**TASK ITEM**
Once every line containing "Office" has been counted, report the total for the data and nothing else.
━━━ INPUT
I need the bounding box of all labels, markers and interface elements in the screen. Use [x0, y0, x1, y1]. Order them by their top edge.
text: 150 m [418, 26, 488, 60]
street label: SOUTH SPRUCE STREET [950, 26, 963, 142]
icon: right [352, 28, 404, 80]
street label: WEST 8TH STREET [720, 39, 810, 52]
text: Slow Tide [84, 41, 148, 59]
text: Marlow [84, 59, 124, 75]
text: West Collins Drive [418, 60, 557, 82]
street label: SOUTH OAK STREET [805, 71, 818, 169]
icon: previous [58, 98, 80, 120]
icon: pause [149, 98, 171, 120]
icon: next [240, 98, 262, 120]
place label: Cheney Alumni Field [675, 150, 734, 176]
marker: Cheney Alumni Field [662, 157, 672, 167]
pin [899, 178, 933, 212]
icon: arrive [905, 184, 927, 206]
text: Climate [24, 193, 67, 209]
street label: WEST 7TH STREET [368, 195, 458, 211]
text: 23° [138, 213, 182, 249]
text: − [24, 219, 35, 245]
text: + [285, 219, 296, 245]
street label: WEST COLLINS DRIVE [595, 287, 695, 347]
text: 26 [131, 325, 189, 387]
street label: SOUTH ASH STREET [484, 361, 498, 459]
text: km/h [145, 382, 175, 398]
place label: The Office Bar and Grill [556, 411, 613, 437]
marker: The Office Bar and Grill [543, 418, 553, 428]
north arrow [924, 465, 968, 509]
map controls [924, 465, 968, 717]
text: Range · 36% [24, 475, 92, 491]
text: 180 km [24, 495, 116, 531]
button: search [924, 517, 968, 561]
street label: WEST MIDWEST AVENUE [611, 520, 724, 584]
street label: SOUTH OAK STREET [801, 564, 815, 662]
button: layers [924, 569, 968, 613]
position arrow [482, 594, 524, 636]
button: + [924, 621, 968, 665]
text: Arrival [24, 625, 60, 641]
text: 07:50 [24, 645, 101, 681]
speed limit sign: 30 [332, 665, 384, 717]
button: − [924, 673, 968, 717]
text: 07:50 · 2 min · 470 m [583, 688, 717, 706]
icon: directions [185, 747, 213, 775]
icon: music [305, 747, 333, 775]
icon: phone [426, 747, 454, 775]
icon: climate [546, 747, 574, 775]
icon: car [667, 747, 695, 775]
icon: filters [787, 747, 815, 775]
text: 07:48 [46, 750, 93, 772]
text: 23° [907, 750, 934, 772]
━━━━━━
**ANSWER BOX**
2